Hydrogen has a powerful ability to penetrate biomembranes and diffuse into the cytosol, mitochondria and nucleus thereby effectively reducing the hydroxyl radical, the most cytotoxic of reactive oxygen species. Its ability to protect nuclear DNA and cell membrane suggests that it can reduce oxidative stress induced cellular injury and the subsequent inflammatory response [14]. Hydrogen gas cannot be produced by the human body since mammalian cells lack the hydrogenase activity. However, it is continuously produced by colonic bacteria in the body and normally circulates in the blood, so it is physiologically safe for humans to inhale hydrogen at a relatively low concentration. Medical use of hydrogen in the past was limited to test the effects of antibiotic therapy. Previously, other therapeutic strategies for scavenging reactive oxygen species seemed promising in animal models but most of them failed in human clinical trials [18]. This study demonstrates that hydrogen-rich saline protects the liver against cellular injury and organ dysfunction through a mechanism that reduces the impact of oxidative stress and associated inflammation. Its ease of preparation and administration, and its favourable safety profile make hydrogen-enriched saline an attractive and potentially clinically useful tool.

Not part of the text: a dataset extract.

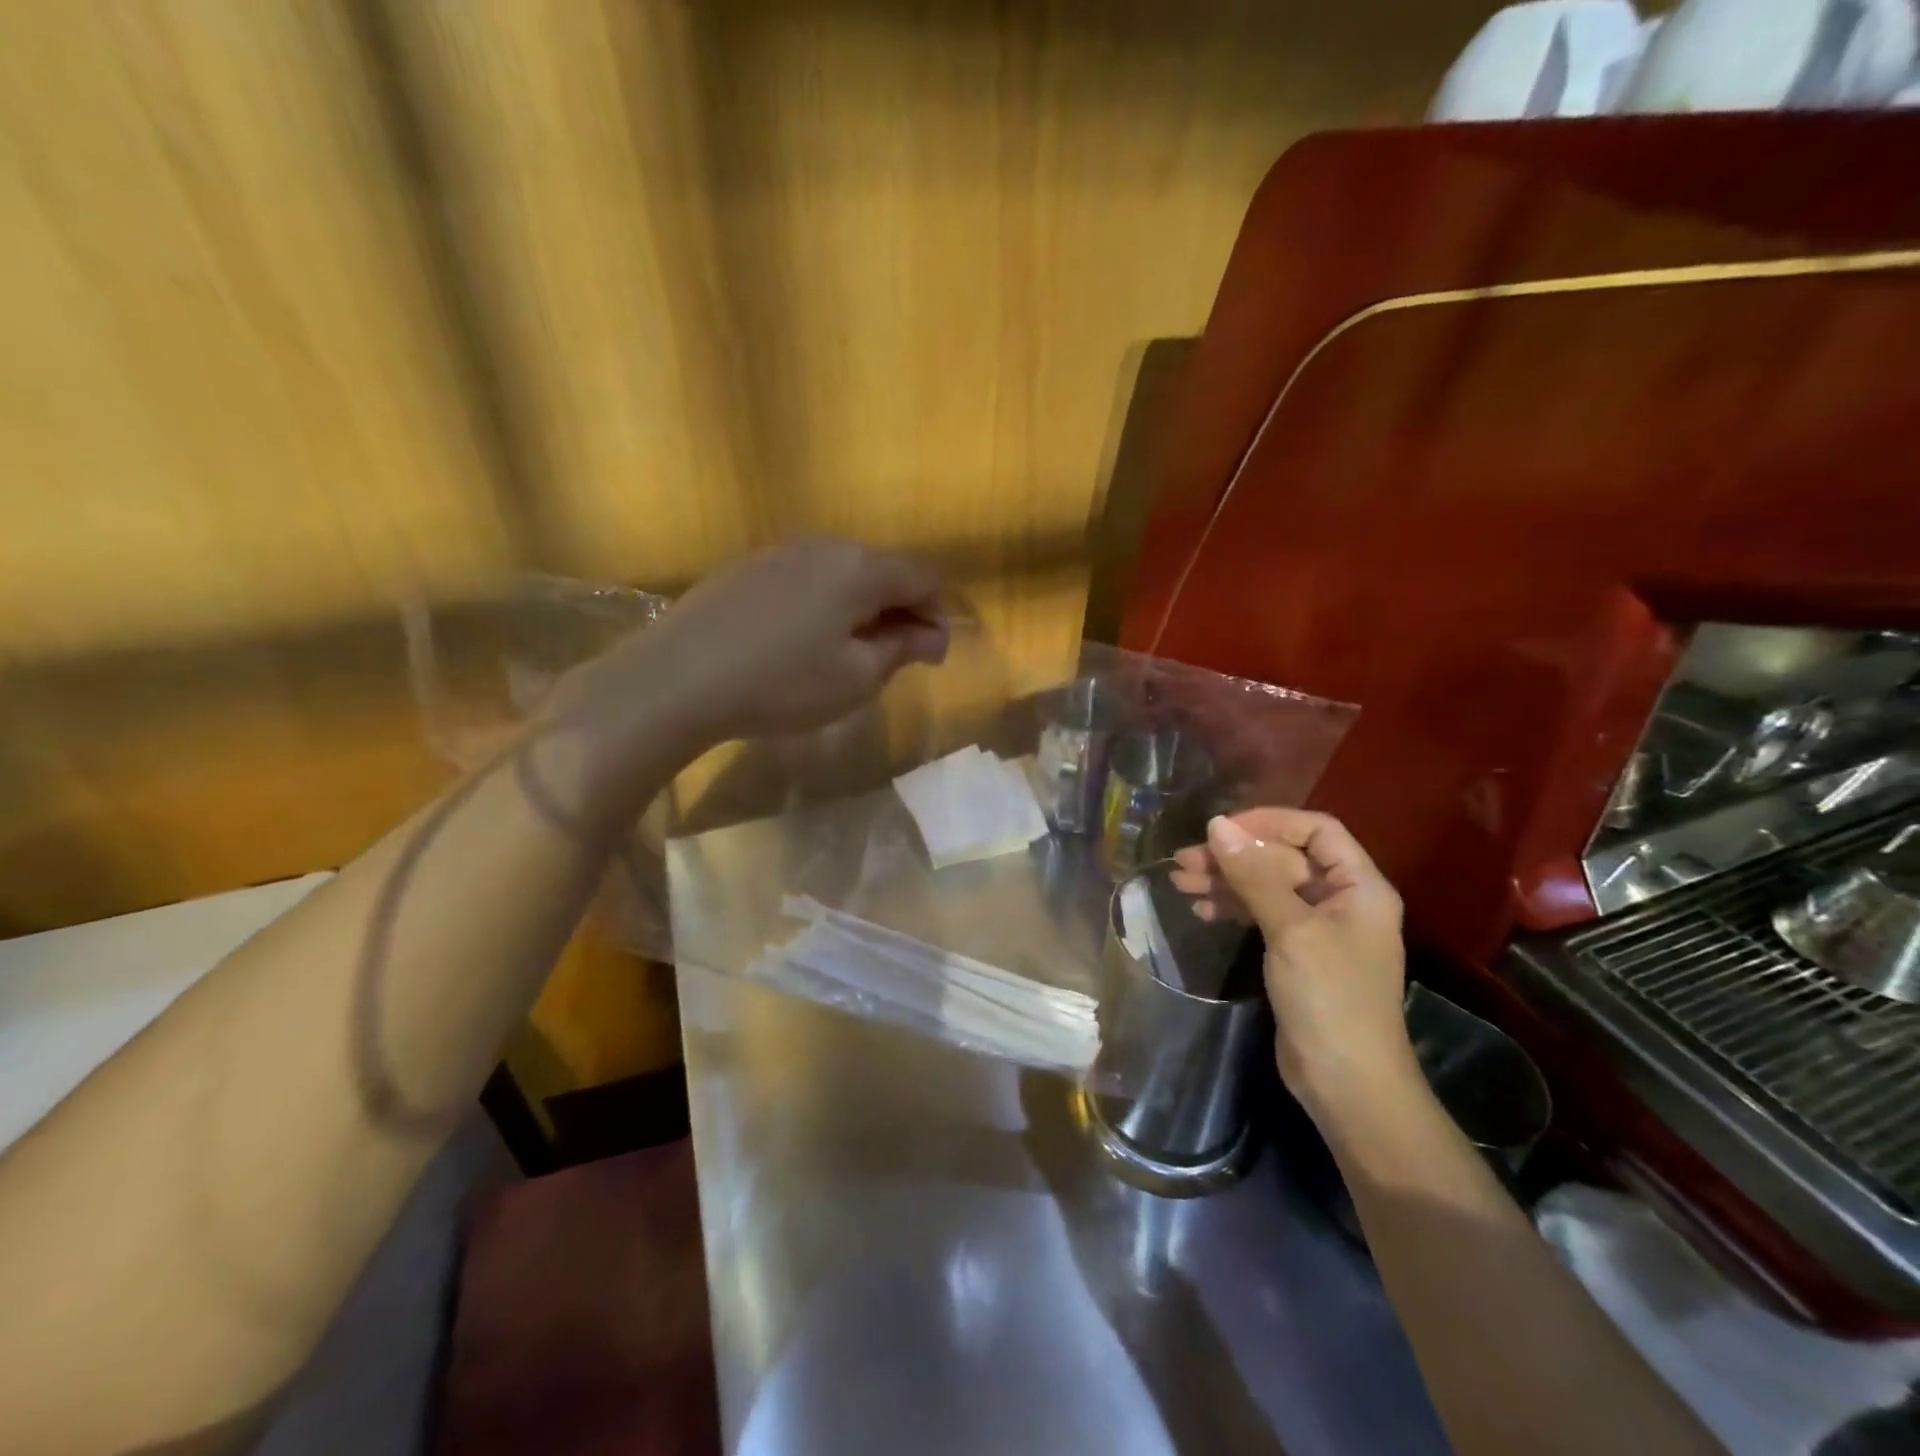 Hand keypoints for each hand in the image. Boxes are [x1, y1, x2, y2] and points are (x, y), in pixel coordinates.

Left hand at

Certain limitations to our study should be considered. The intraperitoneal administration of our treatment agent is not a clinically used modality, although intravenous administration has been safely employed by other researchers in animal models of organ I-R (9). In addition, blood and tissue levels of hydrogen were not determined so we do not know the bioavailability of this route of administration.

Conclusions

In summary, this study documents the ability of hydrogen-enriched saline to protect against hepatic I/R in an animal model. This protection was associated with a reduction in both oxidative stress and inflammatory injury and is in contrast to the lack of protective effect seen after saline treatment. We have shown reduced peroxidation injury secondary to oxidative stress, and attenuation of the release of inflammatory mediators. We believe that this is an important association which merits further investigation of the possible underlying mechanisms since hydrogen-enriched saline may have potential as a novel antioxidant and anti-inflammatory agent in the clinical setting.